# Brief
Output each record exactly. Leave none out.

# Exercise material
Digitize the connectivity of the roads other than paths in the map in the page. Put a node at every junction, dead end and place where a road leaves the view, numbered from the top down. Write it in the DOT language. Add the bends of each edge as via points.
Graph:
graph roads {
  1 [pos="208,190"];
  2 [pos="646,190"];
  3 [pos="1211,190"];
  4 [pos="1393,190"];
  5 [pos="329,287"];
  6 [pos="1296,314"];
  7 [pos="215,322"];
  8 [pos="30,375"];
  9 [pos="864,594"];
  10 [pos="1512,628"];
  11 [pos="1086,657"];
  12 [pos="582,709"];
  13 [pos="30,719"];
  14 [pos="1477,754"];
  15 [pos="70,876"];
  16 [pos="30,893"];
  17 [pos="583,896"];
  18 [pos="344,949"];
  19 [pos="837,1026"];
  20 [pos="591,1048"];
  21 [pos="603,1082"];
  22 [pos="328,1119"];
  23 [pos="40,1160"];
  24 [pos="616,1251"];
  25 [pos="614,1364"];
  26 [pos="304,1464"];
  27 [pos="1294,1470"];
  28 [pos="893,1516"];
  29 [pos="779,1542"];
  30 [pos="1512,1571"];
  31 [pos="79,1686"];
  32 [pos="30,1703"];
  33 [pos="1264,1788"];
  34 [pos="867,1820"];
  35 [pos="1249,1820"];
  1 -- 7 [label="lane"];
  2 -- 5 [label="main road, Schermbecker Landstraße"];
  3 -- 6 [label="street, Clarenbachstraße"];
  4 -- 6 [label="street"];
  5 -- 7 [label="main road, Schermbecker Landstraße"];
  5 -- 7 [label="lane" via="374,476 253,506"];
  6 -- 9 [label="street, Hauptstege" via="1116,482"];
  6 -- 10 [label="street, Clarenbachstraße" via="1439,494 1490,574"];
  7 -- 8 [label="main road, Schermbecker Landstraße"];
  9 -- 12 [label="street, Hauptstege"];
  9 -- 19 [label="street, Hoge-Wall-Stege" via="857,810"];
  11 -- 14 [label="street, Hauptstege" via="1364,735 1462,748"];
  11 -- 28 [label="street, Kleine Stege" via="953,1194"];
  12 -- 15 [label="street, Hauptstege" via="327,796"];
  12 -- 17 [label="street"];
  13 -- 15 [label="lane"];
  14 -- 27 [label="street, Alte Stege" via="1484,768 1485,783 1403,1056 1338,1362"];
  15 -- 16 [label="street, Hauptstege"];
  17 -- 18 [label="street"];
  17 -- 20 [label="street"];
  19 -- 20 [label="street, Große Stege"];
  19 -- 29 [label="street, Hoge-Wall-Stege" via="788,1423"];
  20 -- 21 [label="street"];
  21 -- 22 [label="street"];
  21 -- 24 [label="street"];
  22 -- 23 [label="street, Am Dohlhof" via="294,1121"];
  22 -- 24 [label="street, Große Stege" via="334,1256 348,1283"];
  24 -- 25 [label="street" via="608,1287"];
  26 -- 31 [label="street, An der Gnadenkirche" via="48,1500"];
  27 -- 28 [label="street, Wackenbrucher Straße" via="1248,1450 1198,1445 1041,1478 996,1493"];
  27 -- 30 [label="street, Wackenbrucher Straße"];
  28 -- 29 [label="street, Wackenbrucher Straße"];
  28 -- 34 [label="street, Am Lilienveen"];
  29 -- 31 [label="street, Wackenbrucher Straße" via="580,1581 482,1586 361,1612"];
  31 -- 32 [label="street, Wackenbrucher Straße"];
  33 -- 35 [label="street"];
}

# Response to the exercise
Digitize the connectivity of the roads other than paths in the map in the page. Put a node at every junction, dead end and place where a road leaves the view, numbered from the top down. Write it in the DOT language. Add the bends of each edge as via points.
Graph:
graph roads {
  1 [pos="208,190"];
  2 [pos="646,190"];
  3 [pos="1211,190"];
  4 [pos="1393,190"];
  5 [pos="329,287"];
  6 [pos="1296,314"];
  7 [pos="215,322"];
  8 [pos="30,375"];
  9 [pos="864,594"];
  10 [pos="1512,628"];
  11 [pos="1086,657"];
  12 [pos="582,709"];
  13 [pos="30,719"];
  14 [pos="1477,754"];
  15 [pos="70,876"];
  16 [pos="30,893"];
  17 [pos="583,896"];
  18 [pos="344,949"];
  19 [pos="837,1026"];
  20 [pos="591,1048"];
  21 [pos="603,1082"];
  22 [pos="328,1119"];
  23 [pos="40,1160"];
  24 [pos="616,1251"];
  25 [pos="614,1364"];
  26 [pos="304,1464"];
  27 [pos="1294,1470"];
  28 [pos="893,1516"];
  29 [pos="779,1542"];
  30 [pos="1512,1571"];
  31 [pos="79,1686"];
  32 [pos="30,1703"];
  33 [pos="1264,1788"];
  34 [pos="867,1820"];
  35 [pos="1249,1820"];
  1 -- 7 [label="lane"];
  2 -- 5 [label="main road, Schermbecker Landstraße"];
  3 -- 6 [label="street, Clarenbachstraße"];
  4 -- 6 [label="street"];
  5 -- 7 [label="main road, Schermbecker Landstraße"];
  5 -- 7 [label="lane" via="374,476 253,506"];
  6 -- 9 [label="street, Hauptstege" via="1116,482"];
  6 -- 10 [label="street, Clarenbachstraße" via="1439,494 1490,574"];
  7 -- 8 [label="main road, Schermbecker Landstraße"];
  9 -- 12 [label="street, Hauptstege"];
  9 -- 19 [label="street, Hoge-Wall-Stege" via="857,810"];
  11 -- 14 [label="street, Hauptstege" via="1364,735 1462,748"];
  11 -- 28 [label="street, Kleine Stege" via="953,1194"];
  12 -- 15 [label="street, Hauptstege" via="327,796"];
  12 -- 17 [label="street"];
  13 -- 15 [label="lane"];
  14 -- 27 [label="street, Alte Stege" via="1484,768 1485,783 1403,1056 1338,1362"];
  15 -- 16 [label="street, Hauptstege"];
  17 -- 18 [label="street"];
  17 -- 20 [label="street"];
  19 -- 20 [label="street, Große Stege"];
  19 -- 29 [label="street, Hoge-Wall-Stege" via="788,1423"];
  20 -- 21 [label="street"];
  21 -- 22 [label="street"];
  21 -- 24 [label="street"];
  22 -- 23 [label="street, Am Dohlhof" via="294,1121"];
  22 -- 24 [label="street, Große Stege" via="334,1256 348,1283"];
  24 -- 25 [label="street" via="608,1287"];
  26 -- 31 [label="street, An der Gnadenkirche" via="48,1500"];
  27 -- 28 [label="street, Wackenbrucher Straße" via="1248,1450 1198,1445 1041,1478 996,1493"];
  27 -- 30 [label="street, Wackenbrucher Straße"];
  28 -- 29 [label="street, Wackenbrucher Straße"];
  28 -- 34 [label="street, Am Lilienveen"];
  29 -- 31 [label="street, Wackenbrucher Straße" via="580,1581 482,1586 361,1612"];
  31 -- 32 [label="street, Wackenbrucher Straße"];
  33 -- 35 [label="street"];
}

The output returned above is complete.